I would like a stand-alone serial terminal that I can use with microcontroller projects and I came across this project: diy-VT100 - A Miniature hardware terminal | Hackaday.io
Does anyone have any better suggestions or does this seem like the right project?
If this does seem like the right project: does anyone know how to figure out what LCD screens are suitable? It's supposed to be 800x480 pixels, 5" diagonal and has an attached capacitive touch panel which will connect to the XPT2046 touch screen IC. I guess a significant part of the problem is the location of the FPC and the slot cut in the PCB since I suppose this isn't standardised. It could be hard to find a screen whose connector is in the right place to go through the provided slot in the PCB.
I wonder if there's a Raspberry pi project out there that does what you want. I've little experience of a pi but I guess that they might have displays that plug in directly - possibly even an off the shelf case/stand that would hold a pi and display.
when a Arduino type microcontroller USB cable is plugged into a RPi USB port a virtual serial port is created, e.g. dev/ttyUSB0, which then be communicated with using C++, Java, Python, etc
there are a number of terminal emulators for the RPi, e.g. putty
I would also be interested if a VT100 style terminal could be used to control\configure an Arduino.
Often, with some of the LoRa projects I do, you may want to change the Arduinos LoRa or program settings etc.
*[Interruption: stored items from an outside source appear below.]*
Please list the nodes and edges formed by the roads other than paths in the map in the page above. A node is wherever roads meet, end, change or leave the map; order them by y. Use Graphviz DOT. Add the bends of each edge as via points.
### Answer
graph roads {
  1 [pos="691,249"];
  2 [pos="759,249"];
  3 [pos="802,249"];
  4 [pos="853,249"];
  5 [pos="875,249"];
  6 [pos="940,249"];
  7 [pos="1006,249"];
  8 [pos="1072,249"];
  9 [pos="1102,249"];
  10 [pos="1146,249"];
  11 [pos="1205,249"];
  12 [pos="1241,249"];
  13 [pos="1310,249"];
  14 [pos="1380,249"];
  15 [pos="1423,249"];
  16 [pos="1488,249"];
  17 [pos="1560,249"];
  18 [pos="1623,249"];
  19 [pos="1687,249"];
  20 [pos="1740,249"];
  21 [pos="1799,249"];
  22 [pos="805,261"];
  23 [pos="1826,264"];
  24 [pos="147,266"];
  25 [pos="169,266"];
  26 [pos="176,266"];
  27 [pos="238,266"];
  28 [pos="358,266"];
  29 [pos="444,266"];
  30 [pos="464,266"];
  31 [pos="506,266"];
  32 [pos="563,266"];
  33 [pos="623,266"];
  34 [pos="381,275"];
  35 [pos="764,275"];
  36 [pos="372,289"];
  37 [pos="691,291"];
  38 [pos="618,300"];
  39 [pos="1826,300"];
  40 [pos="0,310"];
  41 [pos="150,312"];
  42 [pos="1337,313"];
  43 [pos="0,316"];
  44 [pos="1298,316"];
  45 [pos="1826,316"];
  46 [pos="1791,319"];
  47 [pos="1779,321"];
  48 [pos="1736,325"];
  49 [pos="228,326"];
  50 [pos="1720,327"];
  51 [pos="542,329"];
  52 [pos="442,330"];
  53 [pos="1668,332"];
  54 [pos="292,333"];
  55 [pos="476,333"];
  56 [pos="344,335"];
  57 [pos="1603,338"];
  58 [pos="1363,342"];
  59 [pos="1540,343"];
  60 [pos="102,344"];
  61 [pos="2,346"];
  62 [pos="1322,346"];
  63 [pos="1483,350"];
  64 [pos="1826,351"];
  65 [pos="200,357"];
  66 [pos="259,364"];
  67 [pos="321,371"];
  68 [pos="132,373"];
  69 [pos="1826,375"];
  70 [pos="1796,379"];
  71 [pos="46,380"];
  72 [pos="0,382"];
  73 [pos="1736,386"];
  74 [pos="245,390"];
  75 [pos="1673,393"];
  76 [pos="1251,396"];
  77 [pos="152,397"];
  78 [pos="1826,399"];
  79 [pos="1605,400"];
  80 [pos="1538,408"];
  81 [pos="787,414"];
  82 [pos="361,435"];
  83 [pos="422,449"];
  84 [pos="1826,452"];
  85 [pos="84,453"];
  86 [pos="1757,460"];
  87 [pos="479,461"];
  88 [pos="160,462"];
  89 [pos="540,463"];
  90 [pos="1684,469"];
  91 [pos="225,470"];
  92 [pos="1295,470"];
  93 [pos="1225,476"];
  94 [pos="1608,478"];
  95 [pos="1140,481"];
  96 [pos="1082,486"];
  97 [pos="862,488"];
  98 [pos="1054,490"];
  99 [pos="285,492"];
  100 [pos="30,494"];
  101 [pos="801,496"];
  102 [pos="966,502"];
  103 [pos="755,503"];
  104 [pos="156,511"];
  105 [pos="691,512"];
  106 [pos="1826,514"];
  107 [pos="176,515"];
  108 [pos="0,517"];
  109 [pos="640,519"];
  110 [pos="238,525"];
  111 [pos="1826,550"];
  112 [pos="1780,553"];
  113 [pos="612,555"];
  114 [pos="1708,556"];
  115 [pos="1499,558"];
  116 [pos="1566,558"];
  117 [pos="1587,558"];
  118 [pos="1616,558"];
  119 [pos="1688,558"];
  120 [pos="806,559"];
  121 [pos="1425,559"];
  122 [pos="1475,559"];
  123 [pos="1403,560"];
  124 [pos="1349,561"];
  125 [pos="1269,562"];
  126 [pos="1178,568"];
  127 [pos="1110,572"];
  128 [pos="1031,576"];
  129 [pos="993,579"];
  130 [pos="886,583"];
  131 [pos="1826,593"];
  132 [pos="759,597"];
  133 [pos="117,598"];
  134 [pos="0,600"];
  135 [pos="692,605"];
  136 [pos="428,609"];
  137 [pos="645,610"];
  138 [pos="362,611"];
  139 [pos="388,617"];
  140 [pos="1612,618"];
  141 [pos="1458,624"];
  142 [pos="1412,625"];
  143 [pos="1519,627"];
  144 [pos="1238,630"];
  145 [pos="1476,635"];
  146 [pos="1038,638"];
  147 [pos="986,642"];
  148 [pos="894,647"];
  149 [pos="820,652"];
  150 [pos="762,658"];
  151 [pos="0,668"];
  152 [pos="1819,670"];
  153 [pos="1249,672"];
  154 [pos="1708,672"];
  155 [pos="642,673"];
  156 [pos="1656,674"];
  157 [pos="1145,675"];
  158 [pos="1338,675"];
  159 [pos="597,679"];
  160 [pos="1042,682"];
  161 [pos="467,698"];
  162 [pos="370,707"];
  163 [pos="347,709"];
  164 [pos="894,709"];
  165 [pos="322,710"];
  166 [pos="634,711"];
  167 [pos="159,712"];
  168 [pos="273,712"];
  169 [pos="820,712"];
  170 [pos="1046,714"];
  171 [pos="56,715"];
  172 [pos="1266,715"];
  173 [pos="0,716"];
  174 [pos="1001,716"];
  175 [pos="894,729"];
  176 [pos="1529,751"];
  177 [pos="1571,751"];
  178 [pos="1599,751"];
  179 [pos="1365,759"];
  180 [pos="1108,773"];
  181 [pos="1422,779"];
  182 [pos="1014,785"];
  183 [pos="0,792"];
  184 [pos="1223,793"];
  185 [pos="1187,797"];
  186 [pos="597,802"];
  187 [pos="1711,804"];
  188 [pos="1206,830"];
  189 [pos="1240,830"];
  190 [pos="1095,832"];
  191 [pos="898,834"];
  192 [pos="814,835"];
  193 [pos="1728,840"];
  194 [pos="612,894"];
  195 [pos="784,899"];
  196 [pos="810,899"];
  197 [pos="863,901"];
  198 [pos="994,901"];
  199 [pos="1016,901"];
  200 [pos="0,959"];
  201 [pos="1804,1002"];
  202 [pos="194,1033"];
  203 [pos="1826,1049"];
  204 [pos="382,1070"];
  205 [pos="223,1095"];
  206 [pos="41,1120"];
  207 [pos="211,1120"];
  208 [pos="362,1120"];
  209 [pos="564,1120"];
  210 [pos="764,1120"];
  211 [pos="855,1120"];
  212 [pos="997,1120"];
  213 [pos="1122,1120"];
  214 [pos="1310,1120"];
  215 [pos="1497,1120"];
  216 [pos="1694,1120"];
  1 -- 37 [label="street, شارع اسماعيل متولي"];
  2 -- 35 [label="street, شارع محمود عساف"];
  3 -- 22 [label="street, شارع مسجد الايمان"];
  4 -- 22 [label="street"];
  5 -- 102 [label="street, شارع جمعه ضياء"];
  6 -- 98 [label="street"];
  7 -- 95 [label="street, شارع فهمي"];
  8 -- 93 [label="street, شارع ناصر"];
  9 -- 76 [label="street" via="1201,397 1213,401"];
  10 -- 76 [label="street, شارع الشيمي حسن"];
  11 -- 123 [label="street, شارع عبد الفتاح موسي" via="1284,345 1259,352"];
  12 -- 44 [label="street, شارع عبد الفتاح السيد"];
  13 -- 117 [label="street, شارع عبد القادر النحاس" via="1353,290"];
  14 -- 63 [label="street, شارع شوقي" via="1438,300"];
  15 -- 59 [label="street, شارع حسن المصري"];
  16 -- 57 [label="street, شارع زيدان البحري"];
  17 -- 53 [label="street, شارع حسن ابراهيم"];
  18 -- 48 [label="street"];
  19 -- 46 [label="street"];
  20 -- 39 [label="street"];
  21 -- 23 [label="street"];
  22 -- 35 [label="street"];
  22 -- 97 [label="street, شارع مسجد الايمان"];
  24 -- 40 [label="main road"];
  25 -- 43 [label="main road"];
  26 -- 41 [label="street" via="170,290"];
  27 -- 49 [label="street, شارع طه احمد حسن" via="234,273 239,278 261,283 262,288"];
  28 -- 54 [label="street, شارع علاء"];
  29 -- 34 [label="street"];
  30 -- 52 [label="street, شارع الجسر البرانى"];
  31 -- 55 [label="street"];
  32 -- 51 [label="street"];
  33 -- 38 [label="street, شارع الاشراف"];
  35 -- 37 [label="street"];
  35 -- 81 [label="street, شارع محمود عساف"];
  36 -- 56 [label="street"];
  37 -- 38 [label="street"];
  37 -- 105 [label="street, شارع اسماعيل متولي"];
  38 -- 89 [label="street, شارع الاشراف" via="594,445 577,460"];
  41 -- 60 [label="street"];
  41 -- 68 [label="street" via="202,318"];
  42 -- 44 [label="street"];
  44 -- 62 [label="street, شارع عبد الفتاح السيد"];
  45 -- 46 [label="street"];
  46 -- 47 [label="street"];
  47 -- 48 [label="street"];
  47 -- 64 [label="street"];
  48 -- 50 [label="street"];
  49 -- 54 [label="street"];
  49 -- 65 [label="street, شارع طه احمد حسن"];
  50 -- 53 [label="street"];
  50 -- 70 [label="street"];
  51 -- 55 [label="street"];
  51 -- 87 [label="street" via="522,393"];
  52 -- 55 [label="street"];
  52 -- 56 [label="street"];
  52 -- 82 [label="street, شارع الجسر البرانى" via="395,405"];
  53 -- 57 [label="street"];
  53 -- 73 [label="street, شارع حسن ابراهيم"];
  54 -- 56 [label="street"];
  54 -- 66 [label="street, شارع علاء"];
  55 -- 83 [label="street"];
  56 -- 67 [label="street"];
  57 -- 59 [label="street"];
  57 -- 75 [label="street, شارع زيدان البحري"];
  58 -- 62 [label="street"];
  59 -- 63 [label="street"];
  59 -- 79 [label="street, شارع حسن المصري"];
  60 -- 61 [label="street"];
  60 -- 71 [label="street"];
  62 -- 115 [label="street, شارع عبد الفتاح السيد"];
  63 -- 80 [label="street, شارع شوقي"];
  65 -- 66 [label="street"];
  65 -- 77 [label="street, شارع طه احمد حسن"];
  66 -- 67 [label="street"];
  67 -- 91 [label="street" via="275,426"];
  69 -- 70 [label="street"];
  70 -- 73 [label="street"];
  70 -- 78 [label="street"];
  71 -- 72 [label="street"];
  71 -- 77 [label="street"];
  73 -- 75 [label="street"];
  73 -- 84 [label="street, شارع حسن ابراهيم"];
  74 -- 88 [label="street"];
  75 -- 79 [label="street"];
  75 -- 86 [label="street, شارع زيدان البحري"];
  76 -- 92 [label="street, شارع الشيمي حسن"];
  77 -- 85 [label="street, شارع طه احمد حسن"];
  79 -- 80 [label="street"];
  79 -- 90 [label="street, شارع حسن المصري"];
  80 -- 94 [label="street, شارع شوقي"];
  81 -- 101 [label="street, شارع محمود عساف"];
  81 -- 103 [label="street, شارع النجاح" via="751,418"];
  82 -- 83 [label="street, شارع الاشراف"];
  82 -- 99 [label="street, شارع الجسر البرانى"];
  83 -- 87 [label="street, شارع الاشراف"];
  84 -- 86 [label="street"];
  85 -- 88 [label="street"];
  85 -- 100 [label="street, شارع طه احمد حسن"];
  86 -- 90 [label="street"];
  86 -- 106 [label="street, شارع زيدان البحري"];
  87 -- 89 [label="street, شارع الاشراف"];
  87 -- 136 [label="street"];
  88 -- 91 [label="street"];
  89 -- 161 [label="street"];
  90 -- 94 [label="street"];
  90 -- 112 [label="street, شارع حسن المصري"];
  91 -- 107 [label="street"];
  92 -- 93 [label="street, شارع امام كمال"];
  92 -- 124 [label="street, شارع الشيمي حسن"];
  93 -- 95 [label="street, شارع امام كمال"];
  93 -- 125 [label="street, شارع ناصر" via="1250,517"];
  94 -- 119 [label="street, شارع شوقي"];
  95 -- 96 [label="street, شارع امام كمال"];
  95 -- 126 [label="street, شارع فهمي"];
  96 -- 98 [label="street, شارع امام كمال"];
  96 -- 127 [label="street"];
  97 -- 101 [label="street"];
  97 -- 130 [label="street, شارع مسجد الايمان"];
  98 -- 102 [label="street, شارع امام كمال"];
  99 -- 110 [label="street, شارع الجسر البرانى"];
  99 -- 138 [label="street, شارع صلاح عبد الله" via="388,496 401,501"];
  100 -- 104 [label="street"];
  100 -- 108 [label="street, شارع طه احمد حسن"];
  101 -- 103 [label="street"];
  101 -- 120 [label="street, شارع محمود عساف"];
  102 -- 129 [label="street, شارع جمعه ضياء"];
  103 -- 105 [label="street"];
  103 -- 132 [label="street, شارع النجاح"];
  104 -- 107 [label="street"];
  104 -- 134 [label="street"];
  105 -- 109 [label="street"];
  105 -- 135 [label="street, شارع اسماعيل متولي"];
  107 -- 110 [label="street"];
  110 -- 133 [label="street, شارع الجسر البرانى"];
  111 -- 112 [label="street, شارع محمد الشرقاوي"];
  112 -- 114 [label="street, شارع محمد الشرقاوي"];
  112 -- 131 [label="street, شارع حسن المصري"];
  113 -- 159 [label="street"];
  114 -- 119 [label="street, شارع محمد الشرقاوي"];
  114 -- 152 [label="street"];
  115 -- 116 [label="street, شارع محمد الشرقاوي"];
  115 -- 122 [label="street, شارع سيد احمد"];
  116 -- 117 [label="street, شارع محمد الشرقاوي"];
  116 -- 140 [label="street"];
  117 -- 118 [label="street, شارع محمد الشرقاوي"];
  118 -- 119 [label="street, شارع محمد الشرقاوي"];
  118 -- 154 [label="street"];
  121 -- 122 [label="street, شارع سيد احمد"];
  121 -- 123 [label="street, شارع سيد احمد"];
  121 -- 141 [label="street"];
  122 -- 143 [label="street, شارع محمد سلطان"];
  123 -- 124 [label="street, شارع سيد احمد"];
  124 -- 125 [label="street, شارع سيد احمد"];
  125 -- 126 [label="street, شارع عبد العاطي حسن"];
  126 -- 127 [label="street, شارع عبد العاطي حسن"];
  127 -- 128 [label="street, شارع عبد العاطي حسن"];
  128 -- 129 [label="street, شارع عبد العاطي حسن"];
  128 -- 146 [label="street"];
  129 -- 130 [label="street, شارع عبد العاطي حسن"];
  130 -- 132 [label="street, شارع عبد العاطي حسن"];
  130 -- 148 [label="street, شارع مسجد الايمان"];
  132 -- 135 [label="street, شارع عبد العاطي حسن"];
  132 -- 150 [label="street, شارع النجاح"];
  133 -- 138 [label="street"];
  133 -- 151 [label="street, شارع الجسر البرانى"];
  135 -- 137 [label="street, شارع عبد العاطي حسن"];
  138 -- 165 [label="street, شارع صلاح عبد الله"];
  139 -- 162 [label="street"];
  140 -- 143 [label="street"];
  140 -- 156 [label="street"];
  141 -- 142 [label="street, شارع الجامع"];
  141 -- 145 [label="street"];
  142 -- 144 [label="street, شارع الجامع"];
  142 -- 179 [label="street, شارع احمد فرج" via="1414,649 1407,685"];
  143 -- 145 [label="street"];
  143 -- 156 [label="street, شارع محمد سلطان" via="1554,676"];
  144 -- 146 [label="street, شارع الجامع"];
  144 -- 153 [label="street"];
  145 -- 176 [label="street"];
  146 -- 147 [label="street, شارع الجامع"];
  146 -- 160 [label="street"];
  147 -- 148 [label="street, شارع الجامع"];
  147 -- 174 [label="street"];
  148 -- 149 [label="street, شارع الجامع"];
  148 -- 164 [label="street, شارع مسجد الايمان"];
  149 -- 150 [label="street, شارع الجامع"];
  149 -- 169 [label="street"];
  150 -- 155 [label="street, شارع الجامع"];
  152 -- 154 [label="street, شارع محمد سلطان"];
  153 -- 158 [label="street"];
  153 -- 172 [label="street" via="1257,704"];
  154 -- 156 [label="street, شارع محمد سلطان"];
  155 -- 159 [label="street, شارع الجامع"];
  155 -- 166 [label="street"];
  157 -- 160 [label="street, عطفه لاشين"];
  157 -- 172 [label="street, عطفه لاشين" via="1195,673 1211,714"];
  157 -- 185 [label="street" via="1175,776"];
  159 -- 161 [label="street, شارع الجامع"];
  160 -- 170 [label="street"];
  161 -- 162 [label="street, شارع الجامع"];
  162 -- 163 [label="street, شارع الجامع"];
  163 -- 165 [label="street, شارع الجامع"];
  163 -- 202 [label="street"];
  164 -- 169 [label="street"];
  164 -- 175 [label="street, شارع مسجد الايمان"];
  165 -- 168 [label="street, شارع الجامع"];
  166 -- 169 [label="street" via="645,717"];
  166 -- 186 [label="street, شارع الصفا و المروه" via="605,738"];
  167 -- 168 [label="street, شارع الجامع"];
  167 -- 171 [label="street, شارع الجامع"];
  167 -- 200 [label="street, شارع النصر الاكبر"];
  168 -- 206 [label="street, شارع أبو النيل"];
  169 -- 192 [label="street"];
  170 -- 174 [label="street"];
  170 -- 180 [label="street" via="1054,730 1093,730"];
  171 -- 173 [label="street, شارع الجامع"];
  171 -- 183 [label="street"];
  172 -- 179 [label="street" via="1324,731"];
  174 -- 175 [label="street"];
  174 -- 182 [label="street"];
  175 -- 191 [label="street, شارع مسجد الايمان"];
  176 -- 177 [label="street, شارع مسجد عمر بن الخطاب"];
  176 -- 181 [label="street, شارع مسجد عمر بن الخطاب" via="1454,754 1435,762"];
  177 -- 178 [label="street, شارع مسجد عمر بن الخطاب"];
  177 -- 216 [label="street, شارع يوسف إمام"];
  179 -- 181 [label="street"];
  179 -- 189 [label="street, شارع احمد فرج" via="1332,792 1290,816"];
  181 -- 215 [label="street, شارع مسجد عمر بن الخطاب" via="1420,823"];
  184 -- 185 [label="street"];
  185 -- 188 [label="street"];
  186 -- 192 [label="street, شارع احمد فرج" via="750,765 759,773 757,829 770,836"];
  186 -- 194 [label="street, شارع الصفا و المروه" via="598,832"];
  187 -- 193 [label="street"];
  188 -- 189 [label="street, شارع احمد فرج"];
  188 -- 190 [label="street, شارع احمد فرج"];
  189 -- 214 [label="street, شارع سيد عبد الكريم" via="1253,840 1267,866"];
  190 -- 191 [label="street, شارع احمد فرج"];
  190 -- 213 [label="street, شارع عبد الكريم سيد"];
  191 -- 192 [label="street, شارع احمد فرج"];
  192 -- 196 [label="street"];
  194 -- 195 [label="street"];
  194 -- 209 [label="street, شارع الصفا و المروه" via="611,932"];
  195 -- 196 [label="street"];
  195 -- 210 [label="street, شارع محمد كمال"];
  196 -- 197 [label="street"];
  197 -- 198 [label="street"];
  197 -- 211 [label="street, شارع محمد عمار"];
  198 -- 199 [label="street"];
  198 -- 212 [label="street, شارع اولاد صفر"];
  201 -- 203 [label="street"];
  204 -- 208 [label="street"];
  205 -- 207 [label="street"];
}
Re-programming with the IDE is a bit of a pain and not helpful for some portable applications.
I have sort of solved the problem using Serial monitor comms and menus, with the controller either being a PC running say TeraTerm or an Android phone or tablet running a serial terminal app. This works and is useable but the output scrolls down the screen of course so you cannot really keep important info in view.
If you trying to receive real weak LoRa signals for instance, then you dont want another RF transmitter, such as Bluetooth, a few cm from the LoRa receiver antenna.
I don't have a netbook but I do have a 10 year old Android tablet (Hudl 2). I'm going to install the "Serial USB Terminal" app and will try to get that working via USB OTG or maybe even the audio jack.
Netbooks. We had a couple of Asus X205TA "EeeBooks", and they were really nice, compared to the 6lb laptops with 2h battery life of the same era.
The things they did to fit a reasonable windows environment AND "recovery" AND space for some user files in the 32GB of flash they provided make them essentially un-upgradeable beyond the windows version they came with, though. (IIRC, they essentially use part of the "recovery" as the active OS.)